___ ENTRIES SHOWN

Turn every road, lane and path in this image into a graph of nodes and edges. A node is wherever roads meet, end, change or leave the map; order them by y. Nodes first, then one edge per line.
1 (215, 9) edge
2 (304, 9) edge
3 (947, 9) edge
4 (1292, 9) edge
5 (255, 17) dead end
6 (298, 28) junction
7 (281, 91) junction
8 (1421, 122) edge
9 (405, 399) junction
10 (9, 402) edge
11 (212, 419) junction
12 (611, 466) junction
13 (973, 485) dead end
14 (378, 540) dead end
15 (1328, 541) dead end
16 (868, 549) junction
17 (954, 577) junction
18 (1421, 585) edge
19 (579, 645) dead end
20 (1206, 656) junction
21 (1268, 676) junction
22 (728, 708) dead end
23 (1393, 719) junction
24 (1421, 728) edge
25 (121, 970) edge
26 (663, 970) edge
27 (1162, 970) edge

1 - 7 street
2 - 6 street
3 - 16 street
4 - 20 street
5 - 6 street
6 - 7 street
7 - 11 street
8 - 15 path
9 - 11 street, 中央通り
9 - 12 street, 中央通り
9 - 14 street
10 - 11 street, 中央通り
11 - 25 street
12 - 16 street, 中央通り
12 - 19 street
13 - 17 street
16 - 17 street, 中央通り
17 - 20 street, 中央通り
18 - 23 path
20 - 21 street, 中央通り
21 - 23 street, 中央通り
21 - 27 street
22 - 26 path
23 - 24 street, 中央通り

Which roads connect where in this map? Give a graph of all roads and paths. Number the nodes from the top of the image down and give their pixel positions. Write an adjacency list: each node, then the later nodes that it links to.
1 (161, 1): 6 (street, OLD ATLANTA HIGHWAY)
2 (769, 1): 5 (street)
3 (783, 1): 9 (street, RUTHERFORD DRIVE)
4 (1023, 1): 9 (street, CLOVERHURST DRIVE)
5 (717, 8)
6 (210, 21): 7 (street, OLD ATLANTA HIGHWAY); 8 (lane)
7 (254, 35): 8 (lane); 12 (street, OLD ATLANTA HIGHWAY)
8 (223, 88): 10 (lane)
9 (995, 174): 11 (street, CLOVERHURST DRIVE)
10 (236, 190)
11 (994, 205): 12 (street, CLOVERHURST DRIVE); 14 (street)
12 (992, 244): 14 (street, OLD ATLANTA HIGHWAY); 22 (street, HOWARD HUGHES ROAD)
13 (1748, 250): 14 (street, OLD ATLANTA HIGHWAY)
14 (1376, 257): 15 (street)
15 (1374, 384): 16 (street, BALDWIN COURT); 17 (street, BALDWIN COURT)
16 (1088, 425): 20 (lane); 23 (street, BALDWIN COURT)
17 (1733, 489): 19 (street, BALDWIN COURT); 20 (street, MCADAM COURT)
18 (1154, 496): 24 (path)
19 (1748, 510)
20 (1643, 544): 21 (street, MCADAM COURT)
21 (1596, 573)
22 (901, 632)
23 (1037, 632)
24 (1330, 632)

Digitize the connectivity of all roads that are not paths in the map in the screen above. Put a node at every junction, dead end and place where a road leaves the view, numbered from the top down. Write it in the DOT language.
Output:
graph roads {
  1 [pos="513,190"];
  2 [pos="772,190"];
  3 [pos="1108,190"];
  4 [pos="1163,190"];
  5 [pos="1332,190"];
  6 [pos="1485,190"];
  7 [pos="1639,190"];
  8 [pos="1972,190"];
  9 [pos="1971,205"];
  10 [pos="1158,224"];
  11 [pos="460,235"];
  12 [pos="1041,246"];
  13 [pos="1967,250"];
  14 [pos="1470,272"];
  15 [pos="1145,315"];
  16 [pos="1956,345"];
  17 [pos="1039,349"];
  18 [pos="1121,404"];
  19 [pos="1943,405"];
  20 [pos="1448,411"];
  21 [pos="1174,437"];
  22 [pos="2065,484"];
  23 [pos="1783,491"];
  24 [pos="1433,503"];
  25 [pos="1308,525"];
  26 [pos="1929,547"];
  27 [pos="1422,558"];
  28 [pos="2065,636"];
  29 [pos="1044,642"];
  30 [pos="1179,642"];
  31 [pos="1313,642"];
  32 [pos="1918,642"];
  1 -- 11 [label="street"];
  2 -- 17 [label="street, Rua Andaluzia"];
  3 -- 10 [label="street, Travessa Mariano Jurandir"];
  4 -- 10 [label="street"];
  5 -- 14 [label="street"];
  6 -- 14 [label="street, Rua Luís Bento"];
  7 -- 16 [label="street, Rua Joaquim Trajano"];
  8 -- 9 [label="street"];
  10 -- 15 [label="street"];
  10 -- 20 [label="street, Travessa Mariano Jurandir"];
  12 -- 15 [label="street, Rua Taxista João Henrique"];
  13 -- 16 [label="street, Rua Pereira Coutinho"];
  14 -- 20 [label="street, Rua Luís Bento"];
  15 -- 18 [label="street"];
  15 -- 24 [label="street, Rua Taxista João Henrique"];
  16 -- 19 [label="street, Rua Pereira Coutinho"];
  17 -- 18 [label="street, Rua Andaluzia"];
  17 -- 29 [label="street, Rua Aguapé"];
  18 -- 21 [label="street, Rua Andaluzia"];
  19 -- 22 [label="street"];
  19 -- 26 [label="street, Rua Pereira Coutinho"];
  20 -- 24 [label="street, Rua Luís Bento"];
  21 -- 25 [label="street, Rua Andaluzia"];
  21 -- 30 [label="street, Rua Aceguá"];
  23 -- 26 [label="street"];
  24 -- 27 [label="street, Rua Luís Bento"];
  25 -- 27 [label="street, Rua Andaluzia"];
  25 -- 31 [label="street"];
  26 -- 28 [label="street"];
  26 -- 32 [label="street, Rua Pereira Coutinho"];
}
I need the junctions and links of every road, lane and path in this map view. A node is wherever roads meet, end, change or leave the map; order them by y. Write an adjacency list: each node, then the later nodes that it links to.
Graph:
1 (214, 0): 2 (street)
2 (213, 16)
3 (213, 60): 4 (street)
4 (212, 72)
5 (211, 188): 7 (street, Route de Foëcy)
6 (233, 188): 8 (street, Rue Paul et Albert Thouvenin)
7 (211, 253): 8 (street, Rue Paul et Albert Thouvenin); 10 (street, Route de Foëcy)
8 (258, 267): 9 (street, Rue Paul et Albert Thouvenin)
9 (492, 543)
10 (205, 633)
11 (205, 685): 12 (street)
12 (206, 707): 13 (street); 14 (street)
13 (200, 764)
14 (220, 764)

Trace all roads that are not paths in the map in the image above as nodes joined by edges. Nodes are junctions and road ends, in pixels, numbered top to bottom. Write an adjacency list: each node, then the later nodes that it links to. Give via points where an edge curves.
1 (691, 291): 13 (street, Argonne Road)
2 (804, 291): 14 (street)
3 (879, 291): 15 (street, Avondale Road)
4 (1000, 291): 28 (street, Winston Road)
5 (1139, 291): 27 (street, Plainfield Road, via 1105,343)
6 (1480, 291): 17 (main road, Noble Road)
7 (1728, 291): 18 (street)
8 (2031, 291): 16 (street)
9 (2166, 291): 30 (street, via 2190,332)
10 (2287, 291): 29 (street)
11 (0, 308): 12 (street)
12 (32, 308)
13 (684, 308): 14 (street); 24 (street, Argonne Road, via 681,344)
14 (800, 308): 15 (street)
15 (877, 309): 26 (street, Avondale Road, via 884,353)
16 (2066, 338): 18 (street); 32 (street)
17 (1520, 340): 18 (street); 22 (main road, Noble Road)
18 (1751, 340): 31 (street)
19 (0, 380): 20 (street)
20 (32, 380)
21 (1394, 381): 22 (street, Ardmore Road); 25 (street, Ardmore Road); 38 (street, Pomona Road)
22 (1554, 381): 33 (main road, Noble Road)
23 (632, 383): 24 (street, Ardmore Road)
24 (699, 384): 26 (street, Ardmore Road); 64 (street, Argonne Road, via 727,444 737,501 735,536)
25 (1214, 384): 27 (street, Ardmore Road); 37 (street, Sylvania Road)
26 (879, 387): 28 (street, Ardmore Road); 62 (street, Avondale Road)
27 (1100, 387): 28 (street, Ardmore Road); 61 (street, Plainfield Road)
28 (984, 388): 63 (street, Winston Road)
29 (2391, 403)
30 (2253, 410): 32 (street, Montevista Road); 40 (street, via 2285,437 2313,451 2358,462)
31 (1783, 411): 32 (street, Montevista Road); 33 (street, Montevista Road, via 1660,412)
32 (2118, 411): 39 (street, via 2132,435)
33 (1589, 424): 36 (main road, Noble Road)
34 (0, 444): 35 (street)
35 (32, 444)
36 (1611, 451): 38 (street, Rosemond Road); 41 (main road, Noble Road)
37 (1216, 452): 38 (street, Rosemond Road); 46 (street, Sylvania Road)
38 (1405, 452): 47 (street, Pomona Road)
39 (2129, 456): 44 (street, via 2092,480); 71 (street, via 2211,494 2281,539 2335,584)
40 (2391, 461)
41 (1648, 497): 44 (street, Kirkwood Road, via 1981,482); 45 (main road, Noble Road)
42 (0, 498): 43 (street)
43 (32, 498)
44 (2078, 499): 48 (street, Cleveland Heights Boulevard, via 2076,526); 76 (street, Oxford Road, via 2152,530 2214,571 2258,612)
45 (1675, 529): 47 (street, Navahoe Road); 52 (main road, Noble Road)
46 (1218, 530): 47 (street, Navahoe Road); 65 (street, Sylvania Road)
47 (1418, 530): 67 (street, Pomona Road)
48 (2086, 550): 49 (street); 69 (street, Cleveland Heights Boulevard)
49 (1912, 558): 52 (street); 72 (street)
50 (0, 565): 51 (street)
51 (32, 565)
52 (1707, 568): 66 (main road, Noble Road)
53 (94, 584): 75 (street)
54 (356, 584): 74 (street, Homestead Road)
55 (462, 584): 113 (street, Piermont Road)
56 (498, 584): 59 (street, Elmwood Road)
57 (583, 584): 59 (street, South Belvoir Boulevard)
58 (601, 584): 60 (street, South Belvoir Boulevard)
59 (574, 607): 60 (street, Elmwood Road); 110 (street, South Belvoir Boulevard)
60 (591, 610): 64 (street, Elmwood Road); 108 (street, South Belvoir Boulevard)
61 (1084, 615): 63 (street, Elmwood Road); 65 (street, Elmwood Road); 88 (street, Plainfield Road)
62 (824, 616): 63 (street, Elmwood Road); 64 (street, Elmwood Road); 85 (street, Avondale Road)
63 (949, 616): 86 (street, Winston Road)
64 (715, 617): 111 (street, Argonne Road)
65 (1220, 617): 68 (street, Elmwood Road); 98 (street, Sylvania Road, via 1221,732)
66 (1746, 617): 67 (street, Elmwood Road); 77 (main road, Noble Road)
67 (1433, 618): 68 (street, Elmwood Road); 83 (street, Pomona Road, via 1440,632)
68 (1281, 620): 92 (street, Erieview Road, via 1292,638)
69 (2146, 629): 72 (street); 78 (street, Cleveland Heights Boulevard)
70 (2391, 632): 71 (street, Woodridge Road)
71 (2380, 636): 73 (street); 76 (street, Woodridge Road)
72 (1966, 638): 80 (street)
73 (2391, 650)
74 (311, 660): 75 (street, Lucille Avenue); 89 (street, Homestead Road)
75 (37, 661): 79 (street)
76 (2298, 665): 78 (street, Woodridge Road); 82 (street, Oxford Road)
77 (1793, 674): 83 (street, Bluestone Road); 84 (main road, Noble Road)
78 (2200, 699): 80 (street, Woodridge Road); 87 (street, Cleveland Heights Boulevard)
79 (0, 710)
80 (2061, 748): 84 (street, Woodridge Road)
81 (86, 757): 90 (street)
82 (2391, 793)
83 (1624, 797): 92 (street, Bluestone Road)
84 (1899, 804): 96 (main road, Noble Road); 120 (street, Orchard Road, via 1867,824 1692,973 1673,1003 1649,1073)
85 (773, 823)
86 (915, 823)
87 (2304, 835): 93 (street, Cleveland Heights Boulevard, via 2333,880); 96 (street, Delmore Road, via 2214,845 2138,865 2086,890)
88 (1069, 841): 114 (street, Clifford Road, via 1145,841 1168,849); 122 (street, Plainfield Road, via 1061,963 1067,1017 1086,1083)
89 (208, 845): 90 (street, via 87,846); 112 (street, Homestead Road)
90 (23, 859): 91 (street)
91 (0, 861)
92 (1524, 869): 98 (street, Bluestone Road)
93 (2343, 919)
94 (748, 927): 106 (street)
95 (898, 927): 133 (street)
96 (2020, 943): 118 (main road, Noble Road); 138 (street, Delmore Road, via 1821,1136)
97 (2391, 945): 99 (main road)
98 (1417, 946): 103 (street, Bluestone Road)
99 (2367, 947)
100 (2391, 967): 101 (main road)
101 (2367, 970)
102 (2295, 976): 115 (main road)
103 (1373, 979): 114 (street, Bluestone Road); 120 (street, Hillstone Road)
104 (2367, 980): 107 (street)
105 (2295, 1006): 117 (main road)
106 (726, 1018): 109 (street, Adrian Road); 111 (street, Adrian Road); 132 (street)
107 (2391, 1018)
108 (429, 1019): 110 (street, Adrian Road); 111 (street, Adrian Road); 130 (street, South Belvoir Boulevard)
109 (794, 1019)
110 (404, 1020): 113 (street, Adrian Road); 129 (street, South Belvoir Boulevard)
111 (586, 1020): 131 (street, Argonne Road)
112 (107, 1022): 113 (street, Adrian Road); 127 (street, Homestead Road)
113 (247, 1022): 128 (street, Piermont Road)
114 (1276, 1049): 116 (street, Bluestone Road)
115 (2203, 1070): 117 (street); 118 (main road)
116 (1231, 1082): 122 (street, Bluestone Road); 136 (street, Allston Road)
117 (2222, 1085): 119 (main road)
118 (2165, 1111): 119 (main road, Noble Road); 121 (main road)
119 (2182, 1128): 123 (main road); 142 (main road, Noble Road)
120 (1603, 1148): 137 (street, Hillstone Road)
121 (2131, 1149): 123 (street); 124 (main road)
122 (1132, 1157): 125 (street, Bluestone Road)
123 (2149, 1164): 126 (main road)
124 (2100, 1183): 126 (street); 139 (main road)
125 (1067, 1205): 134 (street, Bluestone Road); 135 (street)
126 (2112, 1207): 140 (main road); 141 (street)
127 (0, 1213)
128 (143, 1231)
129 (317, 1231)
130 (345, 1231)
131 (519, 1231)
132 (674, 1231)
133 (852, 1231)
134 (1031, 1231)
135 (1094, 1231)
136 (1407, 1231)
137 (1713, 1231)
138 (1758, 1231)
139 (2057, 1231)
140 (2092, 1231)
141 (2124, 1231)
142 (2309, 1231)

______

→ ASSIGNMENT
Look through the entries above; copy every line holding the string "Write".

→ WRITTEN SOLUTION
Which roads connect where in this map? Give a graph of all roads and paths. Number the nodes from the top of the image down and give their pixel positions. Write an adjacency list: each node, then the later nodes that it links to.
Digitize the connectivity of all roads that are not paths in the map in the screen above. Put a node at every junction, dead end and place where a road leaves the view, numbered from the top down. Write it in the DOT language.
I need the junctions and links of every road, lane and path in this map view. A node is wherever roads meet, end, change or leave the map; order them by y. Write an adjacency list: each node, then the later nodes that it links to.
Trace all roads that are not paths in the map in the image above as nodes joined by edges. Nodes are junctions and road ends, in pixels, numbered top to bottom. Write an adjacency list: each node, then the later nodes that it links to. Give via points where an edge curves.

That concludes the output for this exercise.